GO enrichment analysis was performed to cluster the cellular components, molecular functions and biological processes (Fig. 4C). The biological process analysis indicated that DEPs mainly involved in muscle filament sliding, defense response to virus, cell adhesion, innate immune response, positive regulation of transcription, DNA-templated and transcription DNA-templated. The molecular functions revealed that DEPs played important roles in protein homodimerization activity, calcium ion binding, ATP binding, zinc ion binding, poly(A) RNA binding and metal ion binding.
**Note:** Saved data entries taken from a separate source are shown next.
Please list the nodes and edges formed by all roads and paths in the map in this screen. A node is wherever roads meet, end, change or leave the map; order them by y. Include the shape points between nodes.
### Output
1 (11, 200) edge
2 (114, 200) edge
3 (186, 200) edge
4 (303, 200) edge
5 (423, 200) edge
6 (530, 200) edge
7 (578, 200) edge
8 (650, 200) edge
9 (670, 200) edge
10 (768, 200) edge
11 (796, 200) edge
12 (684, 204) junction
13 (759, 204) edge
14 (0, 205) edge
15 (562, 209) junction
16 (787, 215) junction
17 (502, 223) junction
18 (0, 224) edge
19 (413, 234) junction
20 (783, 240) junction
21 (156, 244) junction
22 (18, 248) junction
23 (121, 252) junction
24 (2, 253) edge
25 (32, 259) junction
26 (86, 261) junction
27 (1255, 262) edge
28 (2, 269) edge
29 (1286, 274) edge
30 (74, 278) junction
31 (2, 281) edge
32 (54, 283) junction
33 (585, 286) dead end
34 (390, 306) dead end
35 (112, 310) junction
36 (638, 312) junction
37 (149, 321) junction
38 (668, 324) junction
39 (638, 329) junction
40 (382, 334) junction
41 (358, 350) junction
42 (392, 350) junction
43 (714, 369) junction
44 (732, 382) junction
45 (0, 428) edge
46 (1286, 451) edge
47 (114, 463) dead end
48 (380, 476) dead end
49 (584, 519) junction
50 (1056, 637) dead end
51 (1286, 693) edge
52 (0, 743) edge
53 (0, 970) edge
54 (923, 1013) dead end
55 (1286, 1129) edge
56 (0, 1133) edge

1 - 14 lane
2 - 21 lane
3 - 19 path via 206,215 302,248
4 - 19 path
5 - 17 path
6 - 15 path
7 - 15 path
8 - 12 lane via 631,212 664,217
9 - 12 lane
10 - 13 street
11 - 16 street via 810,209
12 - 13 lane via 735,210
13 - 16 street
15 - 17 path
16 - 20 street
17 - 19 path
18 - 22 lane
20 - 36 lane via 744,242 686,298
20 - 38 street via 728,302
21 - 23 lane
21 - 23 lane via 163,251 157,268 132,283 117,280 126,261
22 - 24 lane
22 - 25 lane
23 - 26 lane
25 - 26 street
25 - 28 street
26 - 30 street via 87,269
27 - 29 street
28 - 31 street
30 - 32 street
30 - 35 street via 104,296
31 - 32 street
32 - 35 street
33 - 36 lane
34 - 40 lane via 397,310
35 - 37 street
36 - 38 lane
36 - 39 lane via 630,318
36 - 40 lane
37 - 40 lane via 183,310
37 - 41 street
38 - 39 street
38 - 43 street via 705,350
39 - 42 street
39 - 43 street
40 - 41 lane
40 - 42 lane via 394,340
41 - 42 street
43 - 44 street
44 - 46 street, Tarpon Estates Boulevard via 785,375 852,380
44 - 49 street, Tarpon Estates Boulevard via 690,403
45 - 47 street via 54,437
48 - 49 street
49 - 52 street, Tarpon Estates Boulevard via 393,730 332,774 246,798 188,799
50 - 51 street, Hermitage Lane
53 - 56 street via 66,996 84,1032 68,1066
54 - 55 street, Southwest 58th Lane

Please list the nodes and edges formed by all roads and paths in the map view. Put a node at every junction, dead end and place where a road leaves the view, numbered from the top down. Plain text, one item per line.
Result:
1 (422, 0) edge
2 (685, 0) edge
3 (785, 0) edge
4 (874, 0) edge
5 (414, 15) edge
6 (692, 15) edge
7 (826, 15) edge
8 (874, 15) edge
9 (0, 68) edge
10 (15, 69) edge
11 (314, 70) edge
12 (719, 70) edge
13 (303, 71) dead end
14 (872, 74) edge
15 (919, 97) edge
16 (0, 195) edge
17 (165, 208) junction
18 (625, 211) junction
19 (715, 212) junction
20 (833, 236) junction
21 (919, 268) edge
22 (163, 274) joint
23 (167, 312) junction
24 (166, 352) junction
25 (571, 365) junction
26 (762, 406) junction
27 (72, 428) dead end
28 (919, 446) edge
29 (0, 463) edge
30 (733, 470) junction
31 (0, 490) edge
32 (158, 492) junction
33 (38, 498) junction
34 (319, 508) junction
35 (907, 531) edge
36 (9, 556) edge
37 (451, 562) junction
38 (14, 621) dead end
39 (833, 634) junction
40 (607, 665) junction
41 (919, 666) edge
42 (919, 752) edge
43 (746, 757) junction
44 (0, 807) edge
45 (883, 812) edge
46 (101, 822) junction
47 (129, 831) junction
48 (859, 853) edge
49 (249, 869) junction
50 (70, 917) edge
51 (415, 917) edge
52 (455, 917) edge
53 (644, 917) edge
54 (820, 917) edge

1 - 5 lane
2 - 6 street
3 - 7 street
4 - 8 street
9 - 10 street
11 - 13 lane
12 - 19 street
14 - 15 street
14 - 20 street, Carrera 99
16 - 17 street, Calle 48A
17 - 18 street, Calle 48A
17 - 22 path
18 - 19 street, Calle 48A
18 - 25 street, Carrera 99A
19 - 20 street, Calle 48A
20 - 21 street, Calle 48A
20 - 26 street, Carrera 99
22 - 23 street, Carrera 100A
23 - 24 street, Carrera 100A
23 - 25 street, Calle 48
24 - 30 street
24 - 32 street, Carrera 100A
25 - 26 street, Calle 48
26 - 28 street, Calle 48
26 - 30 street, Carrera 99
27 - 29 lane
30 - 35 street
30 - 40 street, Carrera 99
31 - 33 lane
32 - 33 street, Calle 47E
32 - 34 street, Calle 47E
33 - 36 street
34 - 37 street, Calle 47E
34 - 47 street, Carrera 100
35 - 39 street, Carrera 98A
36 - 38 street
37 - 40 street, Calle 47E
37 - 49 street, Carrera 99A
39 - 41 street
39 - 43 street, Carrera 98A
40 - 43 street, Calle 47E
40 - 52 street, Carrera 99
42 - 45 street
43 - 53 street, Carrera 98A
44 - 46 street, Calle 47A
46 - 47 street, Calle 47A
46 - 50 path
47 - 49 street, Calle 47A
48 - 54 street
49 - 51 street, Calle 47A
The cellular component analysis suggested that DEPs mostly belonged to extracellular exosome, cytosol, cytoplasm, plasma membrane, integral component of membrane and nucleus. Meanwhile, KEGG was also used for understanding high-level functions and utilities of the biological system. The top 20 relevant pathways were shown in Fig. 4D. From KEGG pathway analysis, these proteins were enriched in protein digestion and absorption, ECM-receptor interaction, focal adhesion, glycine, serine and threonine metabolism and arginine and proline metabolism mostly. Besides, as presented in Fig. 5, the PPI networks associated with the DEPs were generated through the STRING database. Also, the cut-off value of FC was further set as > 2 and < 0.5 to select the proteins. In total, 13 DEPs were screened and shown in Table 1. To better visualize and characterize therapeutic effect of Shikonin, the heatmap of DEPs in PDX mice with high-dosage of Shikonin and the model group was shown in Fig. S1A. The PPI networks involved in 13 DEPs were mainly related to arginine biosynthesis and biosynthesis of amino acids (Fig. S1B).

Figure 5
figure 5

Protein–protein interaction (PPI) networks analysis of the DEPs. (Circles: DEPs; Straight lines: the interactions between different proteins; Colors: type of evidence for the connection).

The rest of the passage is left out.